» **Work request**
Where does the string "Avenue" occur in the entries below? Copy every line where it does.

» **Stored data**
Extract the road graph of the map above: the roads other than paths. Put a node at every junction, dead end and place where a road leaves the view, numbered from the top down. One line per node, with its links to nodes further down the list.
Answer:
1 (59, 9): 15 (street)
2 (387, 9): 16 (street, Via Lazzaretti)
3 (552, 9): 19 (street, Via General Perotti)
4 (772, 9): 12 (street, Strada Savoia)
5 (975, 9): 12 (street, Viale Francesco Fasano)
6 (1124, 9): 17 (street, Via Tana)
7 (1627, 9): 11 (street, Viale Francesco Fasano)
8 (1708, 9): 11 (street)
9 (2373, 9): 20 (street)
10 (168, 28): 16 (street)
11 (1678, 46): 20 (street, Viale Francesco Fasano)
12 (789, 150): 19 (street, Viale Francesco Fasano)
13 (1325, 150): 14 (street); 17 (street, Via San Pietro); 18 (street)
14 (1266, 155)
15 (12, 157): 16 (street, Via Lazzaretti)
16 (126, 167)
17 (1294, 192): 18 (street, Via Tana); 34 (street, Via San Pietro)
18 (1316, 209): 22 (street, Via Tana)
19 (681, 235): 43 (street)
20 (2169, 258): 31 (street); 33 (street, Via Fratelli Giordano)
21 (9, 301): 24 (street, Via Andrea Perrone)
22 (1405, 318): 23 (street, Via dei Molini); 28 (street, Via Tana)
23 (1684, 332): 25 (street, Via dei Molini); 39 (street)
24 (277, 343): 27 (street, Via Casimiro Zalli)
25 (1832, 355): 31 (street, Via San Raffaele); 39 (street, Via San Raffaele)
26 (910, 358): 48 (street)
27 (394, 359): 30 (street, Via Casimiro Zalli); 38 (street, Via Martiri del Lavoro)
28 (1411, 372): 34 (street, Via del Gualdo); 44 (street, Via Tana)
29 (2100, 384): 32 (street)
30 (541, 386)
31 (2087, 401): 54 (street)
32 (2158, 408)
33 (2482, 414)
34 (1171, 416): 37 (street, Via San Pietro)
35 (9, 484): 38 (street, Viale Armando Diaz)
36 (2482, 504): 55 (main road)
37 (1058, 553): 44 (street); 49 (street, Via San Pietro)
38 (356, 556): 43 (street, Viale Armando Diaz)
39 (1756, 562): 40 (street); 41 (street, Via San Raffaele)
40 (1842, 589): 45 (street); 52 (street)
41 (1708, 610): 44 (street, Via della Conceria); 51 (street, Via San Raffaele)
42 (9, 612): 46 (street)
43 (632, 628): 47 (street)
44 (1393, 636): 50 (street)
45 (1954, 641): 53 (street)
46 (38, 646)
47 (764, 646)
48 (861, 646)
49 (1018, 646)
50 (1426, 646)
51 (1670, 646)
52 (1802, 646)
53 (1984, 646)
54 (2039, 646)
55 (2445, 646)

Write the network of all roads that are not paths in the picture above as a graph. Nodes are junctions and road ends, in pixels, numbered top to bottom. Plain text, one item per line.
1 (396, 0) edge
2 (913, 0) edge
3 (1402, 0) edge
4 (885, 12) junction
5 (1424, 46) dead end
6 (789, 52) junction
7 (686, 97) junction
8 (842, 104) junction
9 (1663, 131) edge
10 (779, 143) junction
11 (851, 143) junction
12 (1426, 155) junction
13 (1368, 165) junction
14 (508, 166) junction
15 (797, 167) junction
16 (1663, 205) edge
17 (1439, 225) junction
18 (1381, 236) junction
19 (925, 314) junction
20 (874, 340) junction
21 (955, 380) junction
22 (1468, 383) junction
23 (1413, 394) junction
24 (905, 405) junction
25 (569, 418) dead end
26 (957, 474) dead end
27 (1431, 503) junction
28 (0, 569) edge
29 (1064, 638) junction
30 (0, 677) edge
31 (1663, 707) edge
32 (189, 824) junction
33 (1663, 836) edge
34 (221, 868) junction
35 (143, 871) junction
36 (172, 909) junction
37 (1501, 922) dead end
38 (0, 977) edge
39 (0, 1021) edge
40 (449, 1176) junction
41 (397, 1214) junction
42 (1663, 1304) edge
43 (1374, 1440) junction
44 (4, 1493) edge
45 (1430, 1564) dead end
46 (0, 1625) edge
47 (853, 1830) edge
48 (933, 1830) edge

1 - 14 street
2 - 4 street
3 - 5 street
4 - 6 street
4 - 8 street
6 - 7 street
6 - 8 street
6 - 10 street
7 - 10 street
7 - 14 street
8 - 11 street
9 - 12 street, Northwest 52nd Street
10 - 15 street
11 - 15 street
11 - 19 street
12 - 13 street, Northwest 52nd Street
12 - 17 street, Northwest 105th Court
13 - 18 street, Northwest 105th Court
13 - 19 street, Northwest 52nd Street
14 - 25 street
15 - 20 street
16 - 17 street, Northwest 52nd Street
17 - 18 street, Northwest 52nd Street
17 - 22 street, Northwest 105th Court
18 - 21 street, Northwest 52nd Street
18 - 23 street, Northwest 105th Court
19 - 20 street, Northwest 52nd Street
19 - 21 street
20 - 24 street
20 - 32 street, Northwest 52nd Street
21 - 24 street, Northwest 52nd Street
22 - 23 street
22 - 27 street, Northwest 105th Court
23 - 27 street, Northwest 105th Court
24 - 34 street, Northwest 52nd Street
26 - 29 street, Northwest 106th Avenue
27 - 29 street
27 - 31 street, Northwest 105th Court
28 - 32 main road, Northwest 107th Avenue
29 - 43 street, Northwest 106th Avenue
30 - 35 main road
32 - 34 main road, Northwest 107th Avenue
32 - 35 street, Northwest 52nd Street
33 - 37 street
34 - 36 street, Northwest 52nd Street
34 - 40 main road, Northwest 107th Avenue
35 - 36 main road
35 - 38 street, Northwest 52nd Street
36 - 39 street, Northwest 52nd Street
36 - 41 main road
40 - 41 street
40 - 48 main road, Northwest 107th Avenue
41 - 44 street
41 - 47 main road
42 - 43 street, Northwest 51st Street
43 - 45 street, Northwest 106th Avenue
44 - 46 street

» **Your response**
26 - 29 street, Northwest 106th Avenue
28 - 32 main road, Northwest 107th Avenue
29 - 43 street, Northwest 106th Avenue
32 - 34 main road, Northwest 107th Avenue
34 - 40 main road, Northwest 107th Avenue
40 - 48 main road, Northwest 107th Avenue
43 - 45 street, Northwest 106th Avenue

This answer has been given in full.